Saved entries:
◆ ◆ ◆

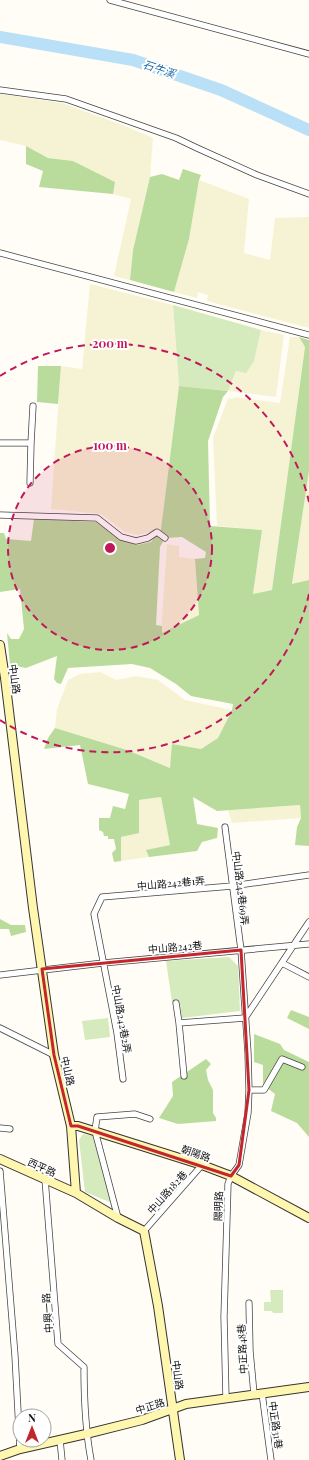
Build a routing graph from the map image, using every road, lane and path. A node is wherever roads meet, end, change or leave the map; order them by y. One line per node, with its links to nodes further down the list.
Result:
1 (110, 0): 2 (street)
2 (309, 54)
3 (0, 90): 4 (street)
4 (309, 194)
5 (0, 253): 6 (street)
6 (309, 335)
7 (33, 406): 9 (street)
8 (0, 443): 9 (street)
9 (31, 443): 10 (street)
10 (30, 483)
11 (0, 515): 12 (street)
12 (165, 538)
13 (0, 645): 14 (main road, 中山路)
14 (3, 678): 24 (main road, 中山路)
15 (225, 827): 17 (street, 中山路242巷69弄)
16 (309, 875): 17 (street, 中山路242巷1弄)
17 (232, 886): 21 (street, 中山路242巷69弄); 22 (street, 中山路242巷1弄)
18 (309, 922): 20 (street)
19 (309, 944): 20 (street, 中山路242巷)
20 (293, 946): 21 (street, 中山路242巷); 23 (street)
21 (240, 950): 22 (street, 中山路242巷); 28 (street, 陽明路)
22 (103, 963): 24 (street, 中山路242巷); 34 (street, 中山路242巷2弄)
23 (282, 964): 26 (street); 28 (street)
24 (42, 969): 25 (street, 中山路242巷); 31 (main road, 中山路)
25 (0, 975)
26 (309, 977)
27 (176, 1003): 29 (street)
28 (245, 1018): 29 (street); 35 (street, 陽明路)
29 (178, 1023): 33 (street)
30 (0, 1028): 31 (street)
31 (54, 1055): 37 (main road, 中山路)
32 (302, 1067): 35 (street)
33 (184, 1076)
34 (123, 1079)
35 (249, 1090): 44 (street, 陽明路)
36 (150, 1118): 40 (street)
37 (70, 1126): 40 (main road, 朝陽路); 46 (main road, 中山路)
38 (0, 1128): 39 (street)
39 (10, 1129)
40 (95, 1131): 42 (main road, 朝陽路); 47 (street)
41 (0, 1159): 45 (main road, 西平路)
42 (202, 1165): 44 (main road, 朝陽路); 49 (street, 中山路182巷)
43 (0, 1171): 57 (street)
44 (231, 1176): 48 (main road, 朝陽路); 53 (street, 陽明路)
45 (45, 1179): 46 (main road, 西平路); 55 (street, 中興一路)
46 (76, 1193): 47 (main road)
47 (118, 1218): 49 (main road)
48 (309, 1218)
49 (144, 1231): 54 (main road, 中山路)
50 (249, 1303): 52 (street, 中正路48巷)
51 (309, 1387): 52 (main road, 中正路)
52 (258, 1394): 53 (main road, 中正路); 63 (street, 中正路31巷)
53 (226, 1398): 54 (main road, 中正路)
54 (173, 1410): 55 (main road, 中正路); 62 (main road, 中山路)
55 (86, 1434): 56 (main road, 中正路); 61 (street, 中興一路)
56 (60, 1440): 57 (main road, 中正路); 60 (street)
57 (20, 1449): 58 (main road, 中正路)
58 (0, 1456): 59 (street)
59 (1, 1460)
60 (62, 1460)
61 (91, 1460)
62 (180, 1460)
63 (271, 1460)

◆ ◆ ◆

* Exercise instructions *
Each record above is to be copied out exactly; its pictures are not.

* Answer section *
Build a routing graph from the map image, using every road, lane and path. A node is wherever roads meet, end, change or leave the map; order them by y. One line per node, with its links to nodes further down the list.
Result:
1 (110, 0): 2 (street)
2 (309, 54)
3 (0, 90): 4 (street)
4 (309, 194)
5 (0, 253): 6 (street)
6 (309, 335)
7 (33, 406): 9 (street)
8 (0, 443): 9 (street)
9 (31, 443): 10 (street)
10 (30, 483)
11 (0, 515): 12 (street)
12 (165, 538)
13 (0, 645): 14 (main road, 中山路)
14 (3, 678): 24 (main road, 中山路)
15 (225, 827): 17 (street, 中山路242巷69弄)
16 (309, 875): 17 (street, 中山路242巷1弄)
17 (232, 886): 21 (street, 中山路242巷69弄); 22 (street, 中山路242巷1弄)
18 (309, 922): 20 (street)
19 (309, 944): 20 (street, 中山路242巷)
20 (293, 946): 21 (street, 中山路242巷); 23 (street)
21 (240, 950): 22 (street, 中山路242巷); 28 (street, 陽明路)
22 (103, 963): 24 (street, 中山路242巷); 34 (street, 中山路242巷2弄)
23 (282, 964): 26 (street); 28 (street)
24 (42, 969): 25 (street, 中山路242巷); 31 (main road, 中山路)
25 (0, 975)
26 (309, 977)
27 (176, 1003): 29 (street)
28 (245, 1018): 29 (street); 35 (street, 陽明路)
29 (178, 1023): 33 (street)
30 (0, 1028): 31 (street)
31 (54, 1055): 37 (main road, 中山路)
32 (302, 1067): 35 (street)
33 (184, 1076)
34 (123, 1079)
35 (249, 1090): 44 (street, 陽明路)
36 (150, 1118): 40 (street)
37 (70, 1126): 40 (main road, 朝陽路); 46 (main road, 中山路)
38 (0, 1128): 39 (street)
39 (10, 1129)
40 (95, 1131): 42 (main road, 朝陽路); 47 (street)
41 (0, 1159): 45 (main road, 西平路)
42 (202, 1165): 44 (main road, 朝陽路); 49 (street, 中山路182巷)
43 (0, 1171): 57 (street)
44 (231, 1176): 48 (main road, 朝陽路); 53 (street, 陽明路)
45 (45, 1179): 46 (main road, 西平路); 55 (street, 中興一路)
46 (76, 1193): 47 (main road)
47 (118, 1218): 49 (main road)
48 (309, 1218)
49 (144, 1231): 54 (main road, 中山路)
50 (249, 1303): 52 (street, 中正路48巷)
51 (309, 1387): 52 (main road, 中正路)
52 (258, 1394): 53 (main road, 中正路); 63 (street, 中正路31巷)
53 (226, 1398): 54 (main road, 中正路)
54 (173, 1410): 55 (main road, 中正路); 62 (main road, 中山路)
55 (86, 1434): 56 (main road, 中正路); 61 (street, 中興一路)
56 (60, 1440): 57 (main road, 中正路); 60 (street)
57 (20, 1449): 58 (main road, 中正路)
58 (0, 1456): 59 (street)
59 (1, 1460)
60 (62, 1460)
61 (91, 1460)
62 (180, 1460)
63 (271, 1460)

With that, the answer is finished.